### Required action
Go through the records and extract every line with the word "Satélite".

### Material for this task
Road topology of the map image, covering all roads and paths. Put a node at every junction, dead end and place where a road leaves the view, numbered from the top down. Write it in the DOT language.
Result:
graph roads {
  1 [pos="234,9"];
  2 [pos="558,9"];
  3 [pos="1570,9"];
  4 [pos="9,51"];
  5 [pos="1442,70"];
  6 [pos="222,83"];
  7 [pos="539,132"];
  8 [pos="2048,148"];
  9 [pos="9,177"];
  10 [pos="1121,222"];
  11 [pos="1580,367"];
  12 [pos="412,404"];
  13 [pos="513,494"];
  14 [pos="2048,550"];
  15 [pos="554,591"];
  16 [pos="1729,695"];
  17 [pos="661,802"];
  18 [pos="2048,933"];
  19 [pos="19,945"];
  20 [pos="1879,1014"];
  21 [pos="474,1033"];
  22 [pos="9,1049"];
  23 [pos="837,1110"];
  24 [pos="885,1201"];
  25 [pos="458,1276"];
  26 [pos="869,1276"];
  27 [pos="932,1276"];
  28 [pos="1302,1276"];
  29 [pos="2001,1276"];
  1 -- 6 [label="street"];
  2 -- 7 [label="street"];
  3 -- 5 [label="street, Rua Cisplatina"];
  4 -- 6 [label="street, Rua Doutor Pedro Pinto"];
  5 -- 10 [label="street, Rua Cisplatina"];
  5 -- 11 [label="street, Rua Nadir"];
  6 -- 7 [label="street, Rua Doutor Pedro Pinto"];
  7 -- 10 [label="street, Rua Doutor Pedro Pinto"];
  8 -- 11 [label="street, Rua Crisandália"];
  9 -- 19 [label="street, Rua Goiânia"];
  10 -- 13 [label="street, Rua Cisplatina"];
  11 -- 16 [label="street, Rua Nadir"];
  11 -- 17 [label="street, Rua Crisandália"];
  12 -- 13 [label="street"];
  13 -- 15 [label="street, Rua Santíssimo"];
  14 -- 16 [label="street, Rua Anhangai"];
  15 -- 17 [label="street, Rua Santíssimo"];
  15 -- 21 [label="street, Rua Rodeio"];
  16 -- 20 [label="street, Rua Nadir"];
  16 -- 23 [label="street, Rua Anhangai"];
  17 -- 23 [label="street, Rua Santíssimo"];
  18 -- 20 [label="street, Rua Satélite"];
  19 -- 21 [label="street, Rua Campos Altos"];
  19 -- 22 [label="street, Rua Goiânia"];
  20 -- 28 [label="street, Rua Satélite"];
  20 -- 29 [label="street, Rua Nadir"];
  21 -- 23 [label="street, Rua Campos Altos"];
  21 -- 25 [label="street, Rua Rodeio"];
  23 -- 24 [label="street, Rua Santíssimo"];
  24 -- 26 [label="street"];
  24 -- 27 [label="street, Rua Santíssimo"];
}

### Exercise response
  18 -- 20 [label="street, Rua Satélite"];
  20 -- 28 [label="street, Rua Satélite"];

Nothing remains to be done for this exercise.